- Opening Delimiter -

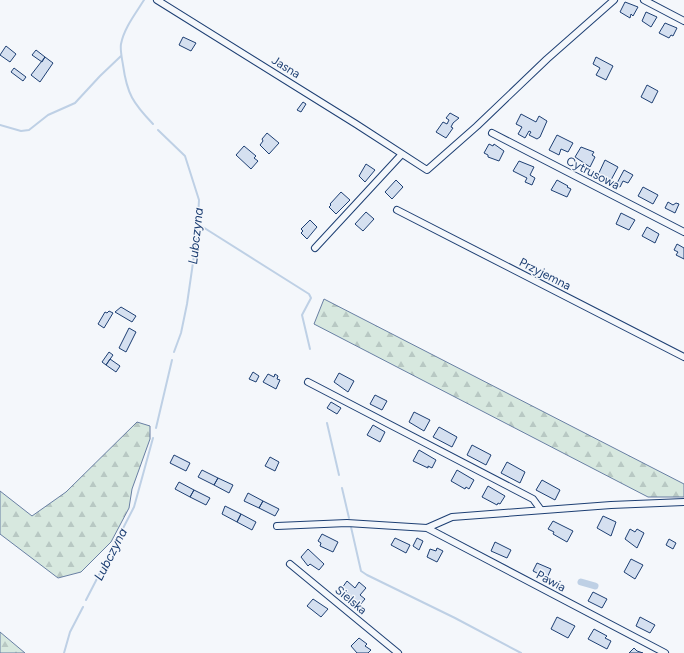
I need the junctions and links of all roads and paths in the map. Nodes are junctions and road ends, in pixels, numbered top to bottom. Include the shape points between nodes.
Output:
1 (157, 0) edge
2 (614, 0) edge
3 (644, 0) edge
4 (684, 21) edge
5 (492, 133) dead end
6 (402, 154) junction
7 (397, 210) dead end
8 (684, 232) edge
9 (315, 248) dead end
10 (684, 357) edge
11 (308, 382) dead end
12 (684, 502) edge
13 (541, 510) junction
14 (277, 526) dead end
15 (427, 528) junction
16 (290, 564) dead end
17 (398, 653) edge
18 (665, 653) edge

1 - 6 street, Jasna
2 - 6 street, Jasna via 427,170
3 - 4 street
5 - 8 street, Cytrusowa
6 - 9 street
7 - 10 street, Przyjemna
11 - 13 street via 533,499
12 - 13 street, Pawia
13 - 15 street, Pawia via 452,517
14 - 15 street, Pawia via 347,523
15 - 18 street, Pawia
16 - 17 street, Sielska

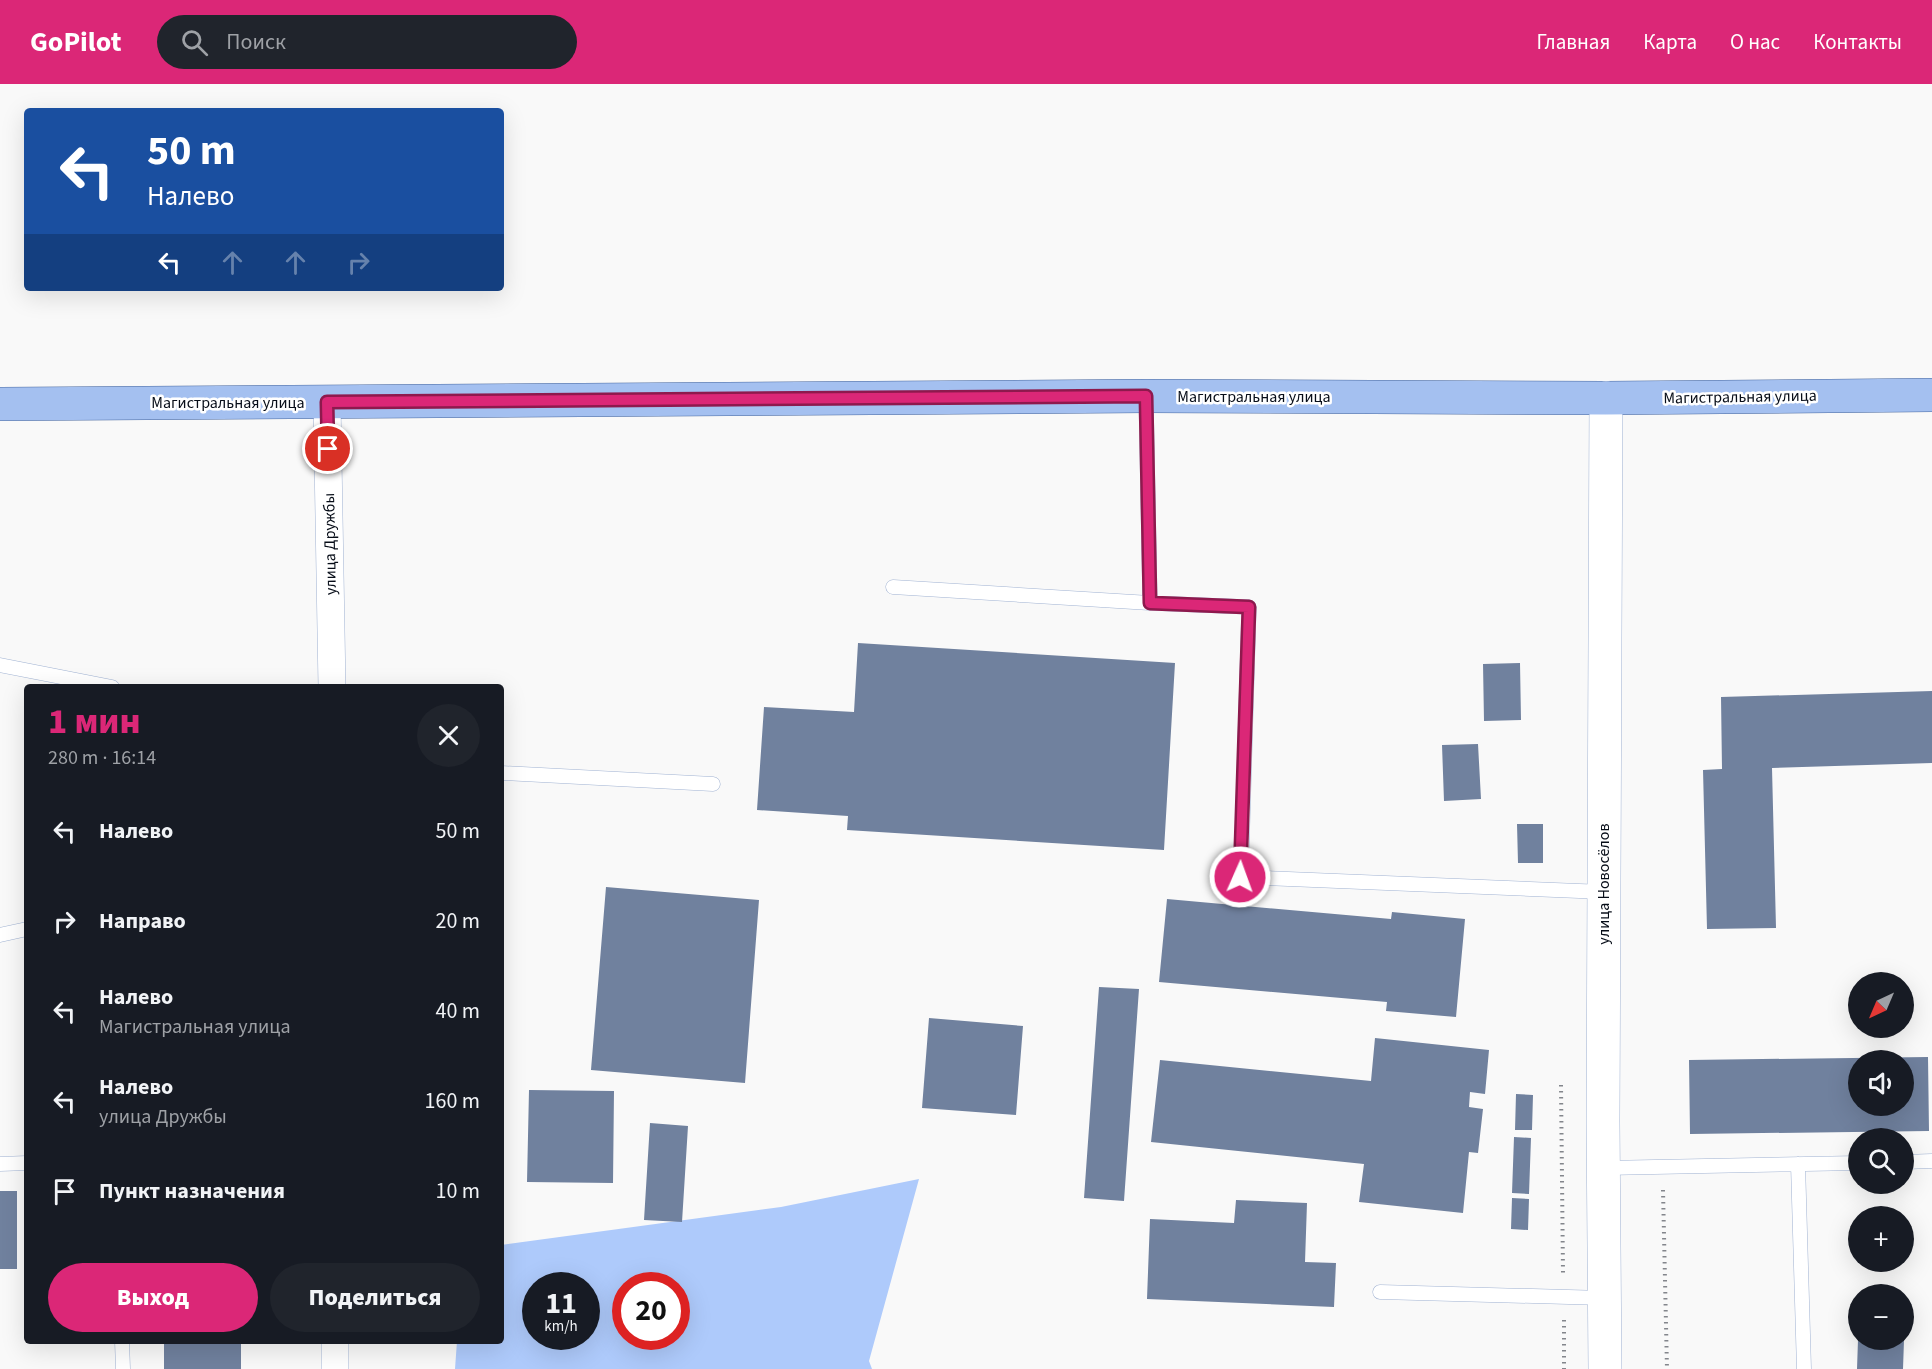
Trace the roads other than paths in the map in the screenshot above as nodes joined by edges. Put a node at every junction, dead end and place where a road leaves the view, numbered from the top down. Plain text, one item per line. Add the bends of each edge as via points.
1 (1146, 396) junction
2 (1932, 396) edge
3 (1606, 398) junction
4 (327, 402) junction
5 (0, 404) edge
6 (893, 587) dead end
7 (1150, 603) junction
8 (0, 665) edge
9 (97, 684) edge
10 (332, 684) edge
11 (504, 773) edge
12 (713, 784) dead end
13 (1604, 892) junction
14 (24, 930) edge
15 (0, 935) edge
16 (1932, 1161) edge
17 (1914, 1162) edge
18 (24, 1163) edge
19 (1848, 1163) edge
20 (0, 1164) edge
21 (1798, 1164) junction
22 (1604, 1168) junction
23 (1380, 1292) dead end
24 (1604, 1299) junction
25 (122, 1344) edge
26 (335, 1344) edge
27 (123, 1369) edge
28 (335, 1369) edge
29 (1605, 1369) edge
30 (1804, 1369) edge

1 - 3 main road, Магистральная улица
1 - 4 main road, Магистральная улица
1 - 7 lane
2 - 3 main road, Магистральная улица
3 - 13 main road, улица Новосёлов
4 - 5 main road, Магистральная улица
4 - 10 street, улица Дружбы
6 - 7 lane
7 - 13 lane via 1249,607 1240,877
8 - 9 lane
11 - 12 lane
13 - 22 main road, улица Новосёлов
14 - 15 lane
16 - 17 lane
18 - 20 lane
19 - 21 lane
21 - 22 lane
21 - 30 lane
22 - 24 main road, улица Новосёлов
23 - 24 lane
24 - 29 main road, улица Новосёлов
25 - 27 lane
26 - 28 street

- Closing Delimiter -

→ ASSIGNED TASK:
Please print the data above once more, exactly as it appears, with no pictures.

→ ANSWER BOX:
I need the junctions and links of all roads and paths in the map. Nodes are junctions and road ends, in pixels, numbered top to bottom. Include the shape points between nodes.
Output:
1 (157, 0) edge
2 (614, 0) edge
3 (644, 0) edge
4 (684, 21) edge
5 (492, 133) dead end
6 (402, 154) junction
7 (397, 210) dead end
8 (684, 232) edge
9 (315, 248) dead end
10 (684, 357) edge
11 (308, 382) dead end
12 (684, 502) edge
13 (541, 510) junction
14 (277, 526) dead end
15 (427, 528) junction
16 (290, 564) dead end
17 (398, 653) edge
18 (665, 653) edge

1 - 6 street, Jasna
2 - 6 street, Jasna via 427,170
3 - 4 street
5 - 8 street, Cytrusowa
6 - 9 street
7 - 10 street, Przyjemna
11 - 13 street via 533,499
12 - 13 street, Pawia
13 - 15 street, Pawia via 452,517
14 - 15 street, Pawia via 347,523
15 - 18 street, Pawia
16 - 17 street, Sielska

Trace the roads other than paths in the map in the screenshot above as nodes joined by edges. Put a node at every junction, dead end and place where a road leaves the view, numbered from the top down. Plain text, one item per line. Add the bends of each edge as via points.
1 (1146, 396) junction
2 (1932, 396) edge
3 (1606, 398) junction
4 (327, 402) junction
5 (0, 404) edge
6 (893, 587) dead end
7 (1150, 603) junction
8 (0, 665) edge
9 (97, 684) edge
10 (332, 684) edge
11 (504, 773) edge
12 (713, 784) dead end
13 (1604, 892) junction
14 (24, 930) edge
15 (0, 935) edge
16 (1932, 1161) edge
17 (1914, 1162) edge
18 (24, 1163) edge
19 (1848, 1163) edge
20 (0, 1164) edge
21 (1798, 1164) junction
22 (1604, 1168) junction
23 (1380, 1292) dead end
24 (1604, 1299) junction
25 (122, 1344) edge
26 (335, 1344) edge
27 (123, 1369) edge
28 (335, 1369) edge
29 (1605, 1369) edge
30 (1804, 1369) edge

1 - 3 main road, Магистральная улица
1 - 4 main road, Магистральная улица
1 - 7 lane
2 - 3 main road, Магистральная улица
3 - 13 main road, улица Новосёлов
4 - 5 main road, Магистральная улица
4 - 10 street, улица Дружбы
6 - 7 lane
7 - 13 lane via 1249,607 1240,877
8 - 9 lane
11 - 12 lane
13 - 22 main road, улица Новосёлов
14 - 15 lane
16 - 17 lane
18 - 20 lane
19 - 21 lane
21 - 22 lane
21 - 30 lane
22 - 24 main road, улица Новосёлов
23 - 24 lane
24 - 29 main road, улица Новосёлов
25 - 27 lane
26 - 28 street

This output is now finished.